Quantifying the Effects of Chelated Calcium and Salicylic Acid on the Postharvest Quality of Poinsettia Cuttings

Abstract

Vegetatively propagated unrooted cuttings typically are grown in equatorial locations and shipped via airfreight to propagators located in temperate climates. Cutting quality, defined as the resistance to external forces, such as physical damage and pathogen infection, impacts postharvest durability during shipping and propagation. During our previous studies, foliar application of calcium (Ca) in the form of Ca chloride was effective at increasing leaf mechanical strength of poinsettia (Euphorbia pulcherrima) and zonal geranium (Pelargonium ×hortorum). Calcium chloride applied at ≥800 mg·L−1 Ca caused phytotoxicity symptoms in poinsettia; therefore, in the current work, we investigated the use of chelated Ca by providing Ca at 40, 80, or 160 mg·L−1 and salicylic acid (SA) at 150 or 300 mg·L−1 to increase the mechanical strength of poinsettia leaves.

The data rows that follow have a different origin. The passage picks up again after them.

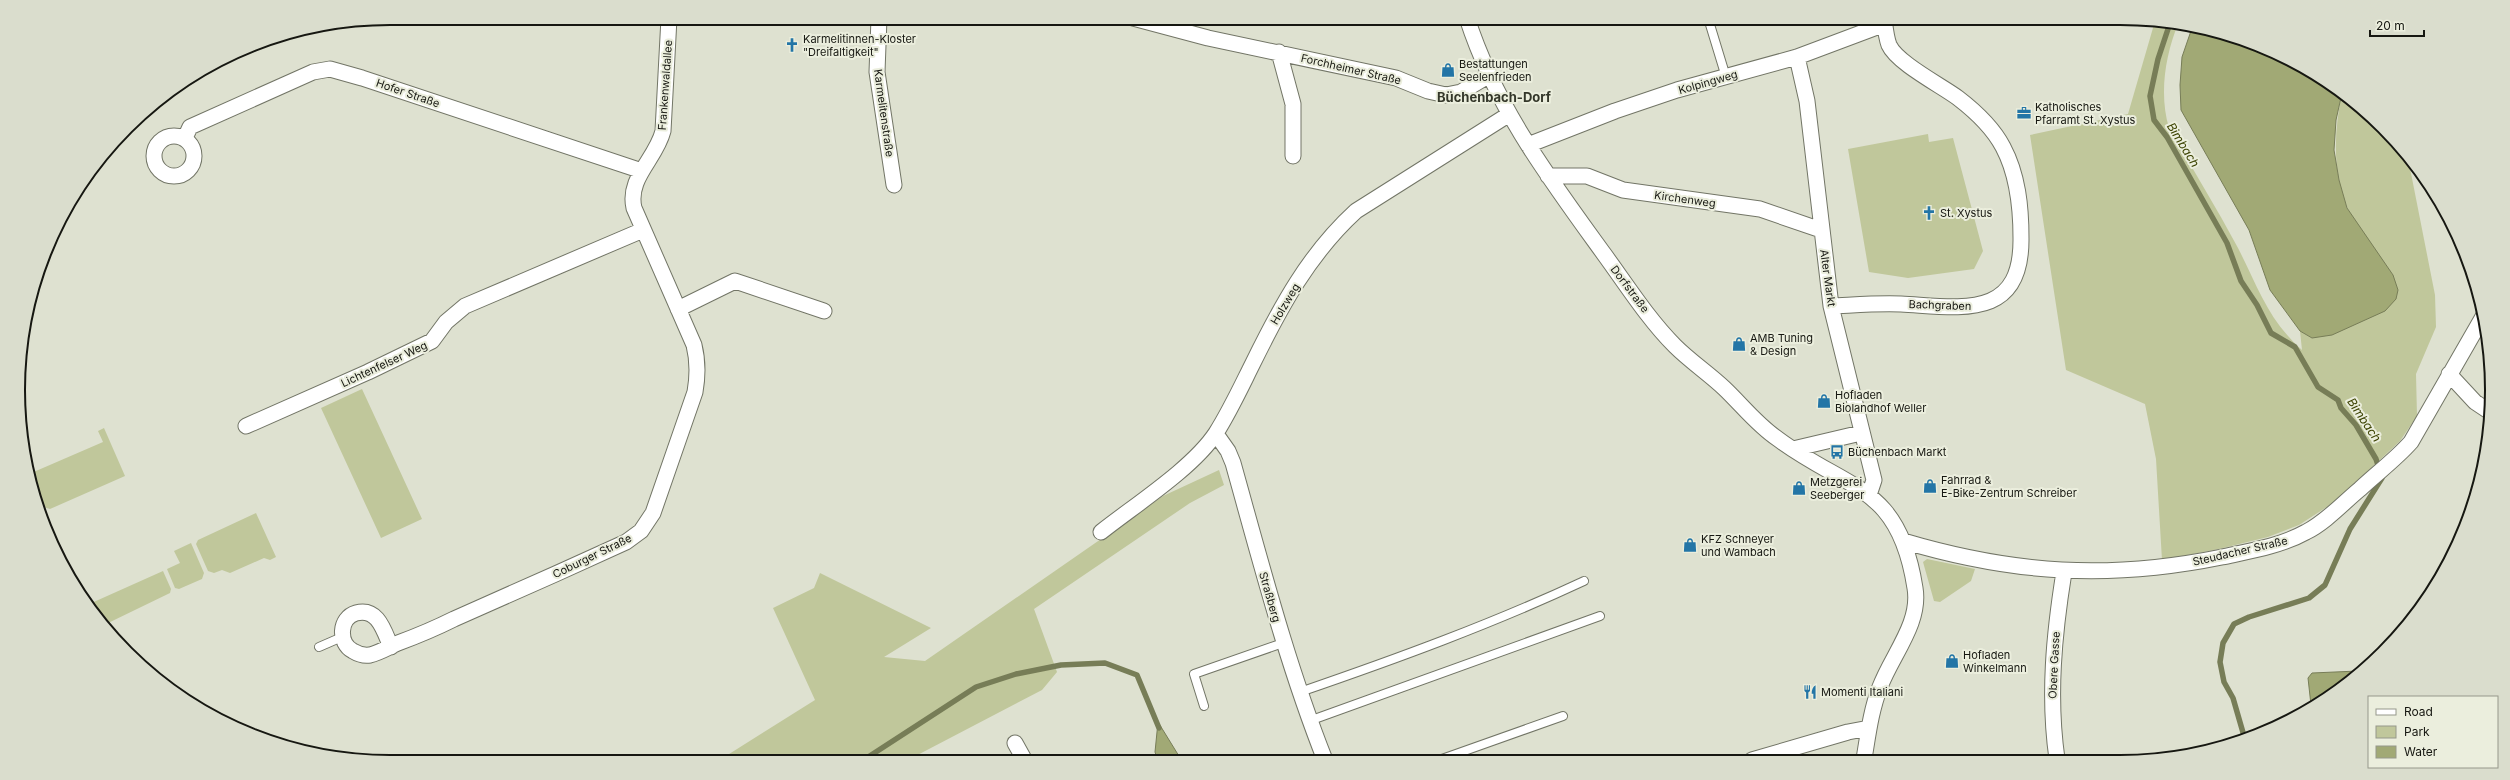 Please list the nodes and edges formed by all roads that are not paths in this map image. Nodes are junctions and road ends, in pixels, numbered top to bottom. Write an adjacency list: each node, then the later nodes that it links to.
1 (669, 25): 16 (street, Frankenwaldallee)
2 (879, 25): 18 (street, Karmelitenstraße)
3 (1159, 25): 8 (street, Forchheimer Straße)
4 (1470, 25): 10 (street, Dorfstraße)
5 (1710, 25): 11 (lane)
6 (1874, 25): 9 (street, Kolpingweg)
7 (1885, 25): 21 (street, Bachgraben)
8 (1279, 52): 10 (street, Forchheimer Straße); 15 (street)
9 (1797, 57): 11 (street, Kolpingweg); 20 (street, Alter Markt)
10 (1488, 76): 12 (street, Dorfstraße)
11 (1726, 77): 14 (street, Kolpingweg)
12 (1508, 115): 14 (street, Dorfstraße); 29 (street, Holzweg)
13 (184, 138): 16 (street, Hofer Straße)
14 (1528, 146): 17 (street, Dorfstraße)
15 (1294, 156)
16 (642, 171): 19 (street, Coburger Straße)
17 (1548, 176): 20 (street, Kirchenweg); 30 (street, Dorfstraße)
18 (894, 185)
19 (643, 230): 22 (street, Coburger Straße); 27 (street, Lichtenfelser Weg)
20 (1821, 230): 21 (street, Alter Markt)
21 (1831, 306): 28 (street, Alter Markt)
22 (678, 309): 23 (street); 40 (street, Coburger Straße)
23 (824, 311)
24 (2479, 324): 25 (street, Steudacher Straße)
25 (2449, 374): 26 (street); 34 (street, Steudacher Straße)
26 (2484, 408)
27 (246, 426)
28 (1861, 433): 30 (street); 31 (street, Alter Markt)
29 (1216, 434): 32 (street, Holzweg); 38 (street, Straßberg)
30 (1793, 449): 31 (street, Dorfstraße)
31 (1869, 495): 33 (street, Dorfstraße)
32 (1101, 532)
33 (1903, 541): 34 (street, Steudacher Straße); 45 (street, Dorfstraße)
34 (2064, 572): 52 (street, Obere Gasse)
35 (1584, 581): 41 (lane)
36 (1600, 616): 44 (lane)
37 (342, 637): 39 (lane); 40 (street, Coburger Straße); 40 (street)
38 (1283, 643): 41 (street, Straßberg); 42 (lane)
39 (319, 647)
40 (391, 647)
41 (1300, 692): 44 (street, Straßberg)
42 (1204, 706)
43 (1562, 716): 49 (lane)
44 (1309, 721): 48 (street, Straßberg)
45 (1869, 728): 50 (street); 51 (street, Dorfstraße)
46 (1014, 743): 47 (street)
47 (1021, 755)
48 (1323, 755)
49 (1453, 755)
50 (1769, 755)
51 (1865, 755)
52 (2056, 755) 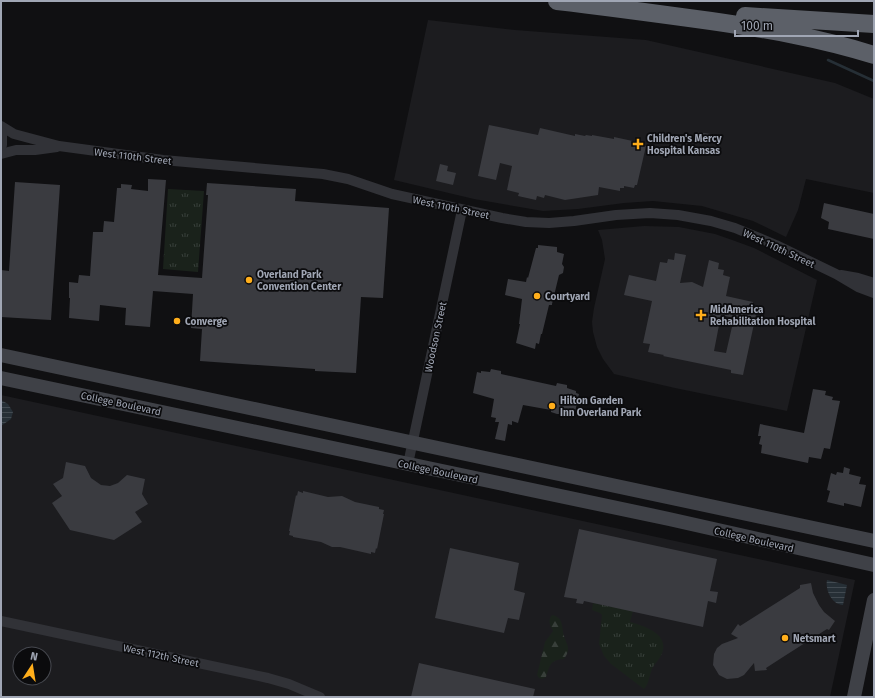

Mechanical strength of leaves was assessed using a force-displacement graph generated from a texture analyzer using a ball probe to penetrate a unit area of a clamped leaf. The peak force to fracture the leaf and work-of-penetration, defined as the area under the force-displacement curve, were used as indicators of mechanical strength. Calcium concentration in the leaves increased by 27% with increased application of Ca from 0 to 160 mg·L−1. Peak force was 26% greater in treatments with Ca at 80 or 160 mg·L−1 compared with the untreated control. Work-of-penetration was 24% and 29% greater for treatments with Ca at 80 and 160 mg·L−1, respectively, compared with the control. Foliar application of SA did not affect leaf mechanical strength. Chelated Ca applied at 160 mg·L−1 Ca caused visual phytotoxicity symptoms; thus, applications of 80 mg·L−1 Ca are recommended to improve resistance to physical damage for poinsettia leaves.